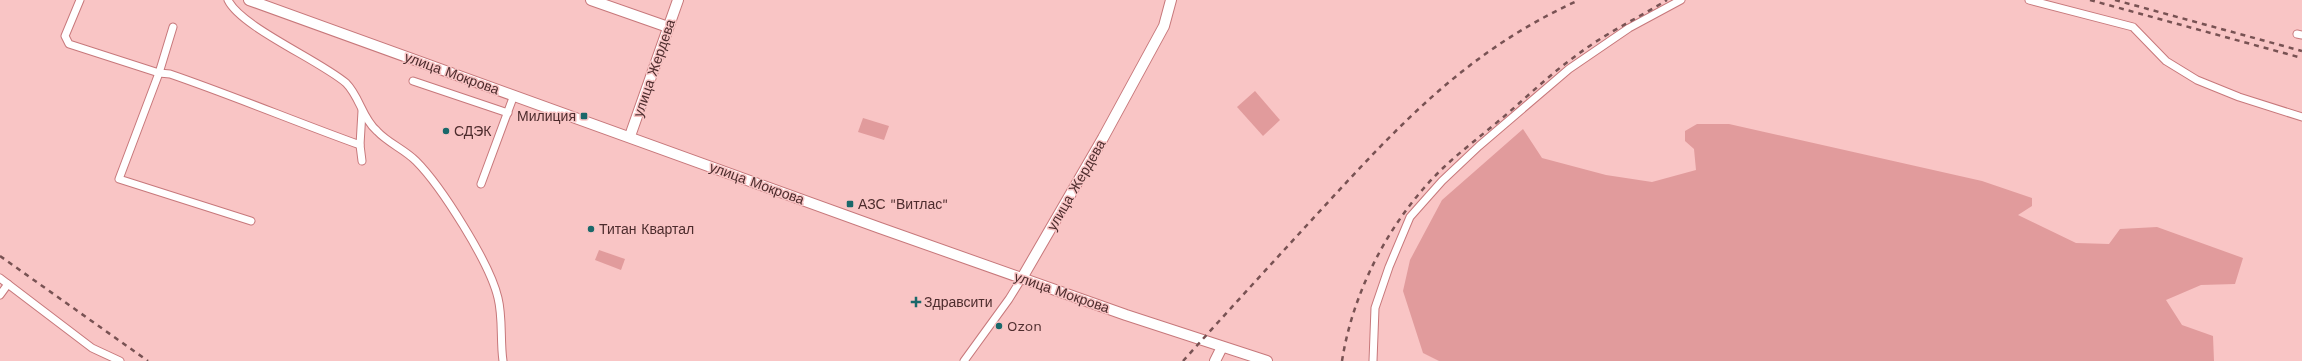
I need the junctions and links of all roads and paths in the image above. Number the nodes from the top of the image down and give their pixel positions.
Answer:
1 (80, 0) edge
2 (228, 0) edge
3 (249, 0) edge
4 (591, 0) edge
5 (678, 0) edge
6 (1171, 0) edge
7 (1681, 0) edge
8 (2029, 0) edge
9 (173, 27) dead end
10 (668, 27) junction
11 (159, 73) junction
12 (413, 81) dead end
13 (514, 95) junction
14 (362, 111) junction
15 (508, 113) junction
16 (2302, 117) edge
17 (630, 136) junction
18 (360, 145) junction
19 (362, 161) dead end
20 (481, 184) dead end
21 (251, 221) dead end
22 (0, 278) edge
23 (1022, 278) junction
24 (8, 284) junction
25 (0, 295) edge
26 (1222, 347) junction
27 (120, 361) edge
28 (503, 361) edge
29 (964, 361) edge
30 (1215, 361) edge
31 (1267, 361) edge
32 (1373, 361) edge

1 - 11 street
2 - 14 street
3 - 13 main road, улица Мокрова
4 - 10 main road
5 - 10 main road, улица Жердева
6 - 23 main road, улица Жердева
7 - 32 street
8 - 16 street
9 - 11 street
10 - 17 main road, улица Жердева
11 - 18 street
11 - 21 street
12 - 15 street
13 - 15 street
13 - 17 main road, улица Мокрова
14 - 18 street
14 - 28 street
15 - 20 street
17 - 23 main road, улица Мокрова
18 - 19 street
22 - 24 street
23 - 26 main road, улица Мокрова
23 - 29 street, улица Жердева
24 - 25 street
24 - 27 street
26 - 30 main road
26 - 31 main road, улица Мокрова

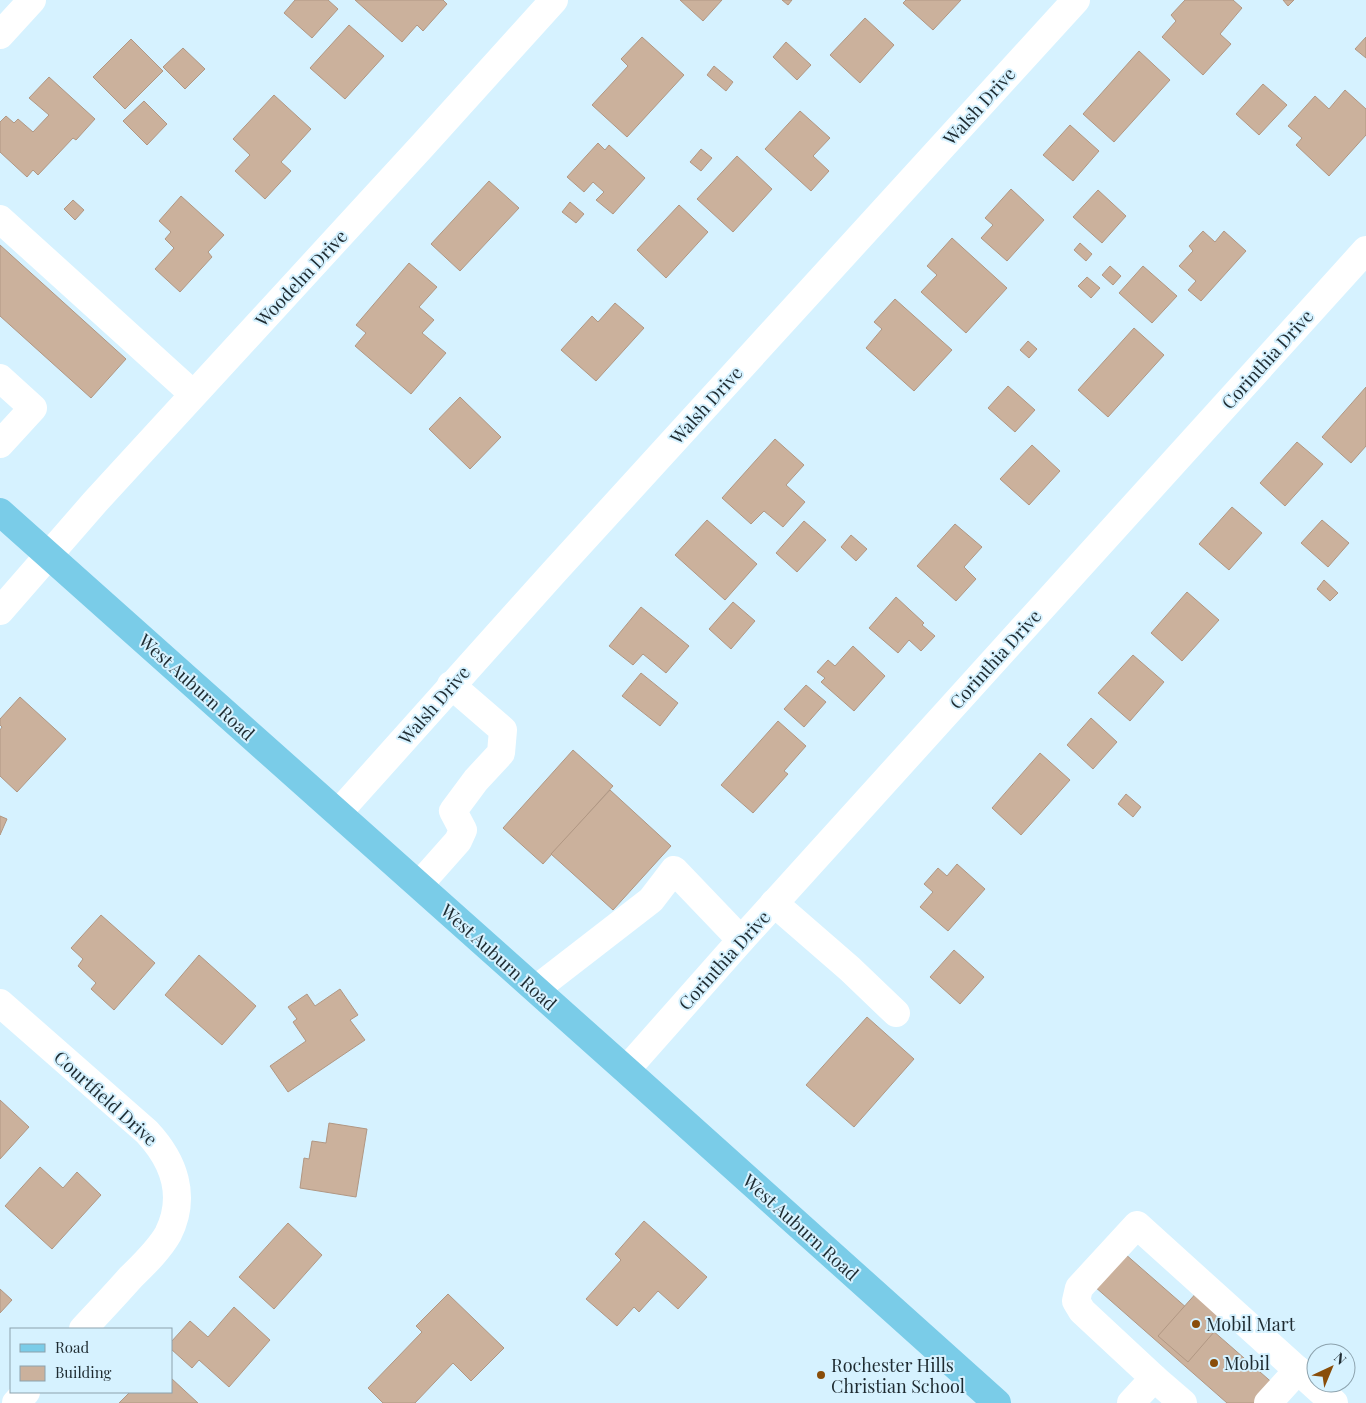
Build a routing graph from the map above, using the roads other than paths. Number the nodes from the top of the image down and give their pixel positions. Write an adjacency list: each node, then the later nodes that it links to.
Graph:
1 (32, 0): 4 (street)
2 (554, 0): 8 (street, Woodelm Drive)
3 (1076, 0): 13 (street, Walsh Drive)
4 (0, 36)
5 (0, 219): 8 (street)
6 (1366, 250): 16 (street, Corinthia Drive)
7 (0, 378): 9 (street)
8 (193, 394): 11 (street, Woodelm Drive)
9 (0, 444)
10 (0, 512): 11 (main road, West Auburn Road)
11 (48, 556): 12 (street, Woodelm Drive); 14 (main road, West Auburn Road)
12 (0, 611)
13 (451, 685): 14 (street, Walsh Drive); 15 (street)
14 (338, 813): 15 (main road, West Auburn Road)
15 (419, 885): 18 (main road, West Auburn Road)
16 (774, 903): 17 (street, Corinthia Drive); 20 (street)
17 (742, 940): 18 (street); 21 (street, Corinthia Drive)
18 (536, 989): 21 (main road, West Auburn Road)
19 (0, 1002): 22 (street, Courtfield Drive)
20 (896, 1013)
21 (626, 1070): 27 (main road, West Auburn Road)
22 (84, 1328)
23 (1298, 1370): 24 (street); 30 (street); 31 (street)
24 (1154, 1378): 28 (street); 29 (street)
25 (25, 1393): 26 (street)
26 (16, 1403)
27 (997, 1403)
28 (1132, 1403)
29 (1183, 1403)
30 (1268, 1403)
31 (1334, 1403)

◆ **Requirement**
Looking at the records above, work out how many lines contain "West". Give the number only.

◆ **Response to this task**
6